- PROVIDED INFORMATION:
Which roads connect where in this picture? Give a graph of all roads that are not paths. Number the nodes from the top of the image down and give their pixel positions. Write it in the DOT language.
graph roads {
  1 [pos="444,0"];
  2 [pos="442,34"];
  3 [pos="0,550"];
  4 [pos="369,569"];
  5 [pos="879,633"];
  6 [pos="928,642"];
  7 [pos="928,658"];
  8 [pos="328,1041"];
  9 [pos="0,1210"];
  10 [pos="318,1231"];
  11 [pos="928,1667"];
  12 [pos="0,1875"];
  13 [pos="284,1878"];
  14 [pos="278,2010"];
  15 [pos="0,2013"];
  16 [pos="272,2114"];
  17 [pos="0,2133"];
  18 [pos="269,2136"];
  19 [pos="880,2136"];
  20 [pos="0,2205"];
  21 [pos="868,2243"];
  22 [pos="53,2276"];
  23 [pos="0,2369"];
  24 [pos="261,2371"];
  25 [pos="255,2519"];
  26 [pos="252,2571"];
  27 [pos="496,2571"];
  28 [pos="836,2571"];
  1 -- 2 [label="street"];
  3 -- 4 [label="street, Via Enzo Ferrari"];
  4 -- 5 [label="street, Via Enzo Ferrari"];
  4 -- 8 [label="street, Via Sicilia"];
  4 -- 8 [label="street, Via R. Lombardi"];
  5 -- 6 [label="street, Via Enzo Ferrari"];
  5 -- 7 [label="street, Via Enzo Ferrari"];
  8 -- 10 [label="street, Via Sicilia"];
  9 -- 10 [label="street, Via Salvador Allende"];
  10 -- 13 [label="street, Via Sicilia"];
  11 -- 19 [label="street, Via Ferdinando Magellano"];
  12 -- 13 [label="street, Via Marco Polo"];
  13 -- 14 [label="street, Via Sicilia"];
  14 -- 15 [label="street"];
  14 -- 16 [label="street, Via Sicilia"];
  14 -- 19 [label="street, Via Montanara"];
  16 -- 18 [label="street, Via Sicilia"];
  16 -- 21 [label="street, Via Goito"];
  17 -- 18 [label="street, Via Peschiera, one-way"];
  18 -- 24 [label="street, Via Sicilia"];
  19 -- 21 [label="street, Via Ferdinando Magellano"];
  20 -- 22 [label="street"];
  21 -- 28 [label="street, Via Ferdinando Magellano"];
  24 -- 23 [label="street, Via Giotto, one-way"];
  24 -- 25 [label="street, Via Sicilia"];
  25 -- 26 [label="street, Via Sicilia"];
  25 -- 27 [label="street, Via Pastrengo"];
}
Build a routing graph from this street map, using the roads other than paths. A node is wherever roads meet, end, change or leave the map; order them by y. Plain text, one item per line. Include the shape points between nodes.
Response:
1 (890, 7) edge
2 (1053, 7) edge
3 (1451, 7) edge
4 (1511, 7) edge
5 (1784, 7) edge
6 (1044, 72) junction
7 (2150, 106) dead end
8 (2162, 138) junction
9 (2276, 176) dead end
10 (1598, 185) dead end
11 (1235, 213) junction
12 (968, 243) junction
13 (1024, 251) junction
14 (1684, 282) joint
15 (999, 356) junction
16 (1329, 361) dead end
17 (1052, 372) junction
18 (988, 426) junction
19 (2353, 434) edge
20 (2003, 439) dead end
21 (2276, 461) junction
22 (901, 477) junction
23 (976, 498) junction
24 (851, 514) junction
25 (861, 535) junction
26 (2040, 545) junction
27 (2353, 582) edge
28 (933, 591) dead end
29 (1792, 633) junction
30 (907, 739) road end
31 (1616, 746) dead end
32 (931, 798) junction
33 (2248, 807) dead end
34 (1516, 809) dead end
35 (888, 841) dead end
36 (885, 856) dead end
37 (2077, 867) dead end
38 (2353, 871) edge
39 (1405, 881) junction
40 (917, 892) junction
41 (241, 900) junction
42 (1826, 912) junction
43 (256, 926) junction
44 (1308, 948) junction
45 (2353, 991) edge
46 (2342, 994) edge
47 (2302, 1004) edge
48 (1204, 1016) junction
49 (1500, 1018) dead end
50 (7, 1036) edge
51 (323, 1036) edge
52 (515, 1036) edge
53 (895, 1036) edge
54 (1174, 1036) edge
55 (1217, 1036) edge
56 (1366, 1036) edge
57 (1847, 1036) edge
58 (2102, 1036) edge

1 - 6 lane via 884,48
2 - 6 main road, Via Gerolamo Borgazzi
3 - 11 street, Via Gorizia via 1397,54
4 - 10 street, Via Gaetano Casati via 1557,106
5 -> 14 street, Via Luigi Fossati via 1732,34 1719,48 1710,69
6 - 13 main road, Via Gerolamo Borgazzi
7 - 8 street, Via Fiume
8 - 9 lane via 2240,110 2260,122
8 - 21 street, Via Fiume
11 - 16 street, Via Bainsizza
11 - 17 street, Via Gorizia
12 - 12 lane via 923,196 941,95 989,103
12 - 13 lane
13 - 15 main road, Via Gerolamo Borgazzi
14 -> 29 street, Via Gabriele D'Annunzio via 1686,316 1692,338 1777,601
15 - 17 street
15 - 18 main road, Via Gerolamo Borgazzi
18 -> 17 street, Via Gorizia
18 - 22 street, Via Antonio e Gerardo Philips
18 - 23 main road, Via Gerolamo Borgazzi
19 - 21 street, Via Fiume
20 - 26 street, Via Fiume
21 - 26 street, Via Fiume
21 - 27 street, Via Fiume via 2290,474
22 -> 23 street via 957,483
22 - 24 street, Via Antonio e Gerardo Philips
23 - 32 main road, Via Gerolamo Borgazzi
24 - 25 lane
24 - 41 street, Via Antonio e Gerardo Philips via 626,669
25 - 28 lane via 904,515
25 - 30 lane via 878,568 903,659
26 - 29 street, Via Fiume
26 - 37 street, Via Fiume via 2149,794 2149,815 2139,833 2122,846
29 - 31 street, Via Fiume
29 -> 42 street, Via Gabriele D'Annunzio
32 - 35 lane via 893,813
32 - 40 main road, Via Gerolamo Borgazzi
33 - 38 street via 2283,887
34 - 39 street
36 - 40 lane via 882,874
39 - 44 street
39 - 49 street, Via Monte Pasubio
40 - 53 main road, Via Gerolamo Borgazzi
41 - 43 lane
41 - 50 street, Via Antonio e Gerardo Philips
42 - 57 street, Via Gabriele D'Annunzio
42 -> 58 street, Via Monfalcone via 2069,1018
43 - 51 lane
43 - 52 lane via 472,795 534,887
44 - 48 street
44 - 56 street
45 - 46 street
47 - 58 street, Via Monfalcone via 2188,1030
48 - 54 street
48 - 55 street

- DIRECTIONS FOR THIS TASK: When answering, write out each of the lines above exactly as given.

- SOLUTION FOR THIS PROBLEM:
Which roads connect where in this picture? Give a graph of all roads that are not paths. Number the nodes from the top of the image down and give their pixel positions. Write it in the DOT language.
graph roads {
  1 [pos="444,0"];
  2 [pos="442,34"];
  3 [pos="0,550"];
  4 [pos="369,569"];
  5 [pos="879,633"];
  6 [pos="928,642"];
  7 [pos="928,658"];
  8 [pos="328,1041"];
  9 [pos="0,1210"];
  10 [pos="318,1231"];
  11 [pos="928,1667"];
  12 [pos="0,1875"];
  13 [pos="284,1878"];
  14 [pos="278,2010"];
  15 [pos="0,2013"];
  16 [pos="272,2114"];
  17 [pos="0,2133"];
  18 [pos="269,2136"];
  19 [pos="880,2136"];
  20 [pos="0,2205"];
  21 [pos="868,2243"];
  22 [pos="53,2276"];
  23 [pos="0,2369"];
  24 [pos="261,2371"];
  25 [pos="255,2519"];
  26 [pos="252,2571"];
  27 [pos="496,2571"];
  28 [pos="836,2571"];
  1 -- 2 [label="street"];
  3 -- 4 [label="street, Via Enzo Ferrari"];
  4 -- 5 [label="street, Via Enzo Ferrari"];
  4 -- 8 [label="street, Via Sicilia"];
  4 -- 8 [label="street, Via R. Lombardi"];
  5 -- 6 [label="street, Via Enzo Ferrari"];
  5 -- 7 [label="street, Via Enzo Ferrari"];
  8 -- 10 [label="street, Via Sicilia"];
  9 -- 10 [label="street, Via Salvador Allende"];
  10 -- 13 [label="street, Via Sicilia"];
  11 -- 19 [label="street, Via Ferdinando Magellano"];
  12 -- 13 [label="street, Via Marco Polo"];
  13 -- 14 [label="street, Via Sicilia"];
  14 -- 15 [label="street"];
  14 -- 16 [label="street, Via Sicilia"];
  14 -- 19 [label="street, Via Montanara"];
  16 -- 18 [label="street, Via Sicilia"];
  16 -- 21 [label="street, Via Goito"];
  17 -- 18 [label="street, Via Peschiera, one-way"];
  18 -- 24 [label="street, Via Sicilia"];
  19 -- 21 [label="street, Via Ferdinando Magellano"];
  20 -- 22 [label="street"];
  21 -- 28 [label="street, Via Ferdinando Magellano"];
  24 -- 23 [label="street, Via Giotto, one-way"];
  24 -- 25 [label="street, Via Sicilia"];
  25 -- 26 [label="street, Via Sicilia"];
  25 -- 27 [label="street, Via Pastrengo"];
}
Build a routing graph from this street map, using the roads other than paths. A node is wherever roads meet, end, change or leave the map; order them by y. Plain text, one item per line. Include the shape points between nodes.
Response:
1 (890, 7) edge
2 (1053, 7) edge
3 (1451, 7) edge
4 (1511, 7) edge
5 (1784, 7) edge
6 (1044, 72) junction
7 (2150, 106) dead end
8 (2162, 138) junction
9 (2276, 176) dead end
10 (1598, 185) dead end
11 (1235, 213) junction
12 (968, 243) junction
13 (1024, 251) junction
14 (1684, 282) joint
15 (999, 356) junction
16 (1329, 361) dead end
17 (1052, 372) junction
18 (988, 426) junction
19 (2353, 434) edge
20 (2003, 439) dead end
21 (2276, 461) junction
22 (901, 477) junction
23 (976, 498) junction
24 (851, 514) junction
25 (861, 535) junction
26 (2040, 545) junction
27 (2353, 582) edge
28 (933, 591) dead end
29 (1792, 633) junction
30 (907, 739) road end
31 (1616, 746) dead end
32 (931, 798) junction
33 (2248, 807) dead end
34 (1516, 809) dead end
35 (888, 841) dead end
36 (885, 856) dead end
37 (2077, 867) dead end
38 (2353, 871) edge
39 (1405, 881) junction
40 (917, 892) junction
41 (241, 900) junction
42 (1826, 912) junction
43 (256, 926) junction
44 (1308, 948) junction
45 (2353, 991) edge
46 (2342, 994) edge
47 (2302, 1004) edge
48 (1204, 1016) junction
49 (1500, 1018) dead end
50 (7, 1036) edge
51 (323, 1036) edge
52 (515, 1036) edge
53 (895, 1036) edge
54 (1174, 1036) edge
55 (1217, 1036) edge
56 (1366, 1036) edge
57 (1847, 1036) edge
58 (2102, 1036) edge

1 - 6 lane via 884,48
2 - 6 main road, Via Gerolamo Borgazzi
3 - 11 street, Via Gorizia via 1397,54
4 - 10 street, Via Gaetano Casati via 1557,106
5 -> 14 street, Via Luigi Fossati via 1732,34 1719,48 1710,69
6 - 13 main road, Via Gerolamo Borgazzi
7 - 8 street, Via Fiume
8 - 9 lane via 2240,110 2260,122
8 - 21 street, Via Fiume
11 - 16 street, Via Bainsizza
11 - 17 street, Via Gorizia
12 - 12 lane via 923,196 941,95 989,103
12 - 13 lane
13 - 15 main road, Via Gerolamo Borgazzi
14 -> 29 street, Via Gabriele D'Annunzio via 1686,316 1692,338 1777,601
15 - 17 street
15 - 18 main road, Via Gerolamo Borgazzi
18 -> 17 street, Via Gorizia
18 - 22 street, Via Antonio e Gerardo Philips
18 - 23 main road, Via Gerolamo Borgazzi
19 - 21 street, Via Fiume
20 - 26 street, Via Fiume
21 - 26 street, Via Fiume
21 - 27 street, Via Fiume via 2290,474
22 -> 23 street via 957,483
22 - 24 street, Via Antonio e Gerardo Philips
23 - 32 main road, Via Gerolamo Borgazzi
24 - 25 lane
24 - 41 street, Via Antonio e Gerardo Philips via 626,669
25 - 28 lane via 904,515
25 - 30 lane via 878,568 903,659
26 - 29 street, Via Fiume
26 - 37 street, Via Fiume via 2149,794 2149,815 2139,833 2122,846
29 - 31 street, Via Fiume
29 -> 42 street, Via Gabriele D'Annunzio
32 - 35 lane via 893,813
32 - 40 main road, Via Gerolamo Borgazzi
33 - 38 street via 2283,887
34 - 39 street
36 - 40 lane via 882,874
39 - 44 street
39 - 49 street, Via Monte Pasubio
40 - 53 main road, Via Gerolamo Borgazzi
41 - 43 lane
41 - 50 street, Via Antonio e Gerardo Philips
42 - 57 street, Via Gabriele D'Annunzio
42 -> 58 street, Via Monfalcone via 2069,1018
43 - 51 lane
43 - 52 lane via 472,795 534,887
44 - 48 street
44 - 56 street
45 - 46 street
47 - 58 street, Via Monfalcone via 2188,1030
48 - 54 street
48 - 55 street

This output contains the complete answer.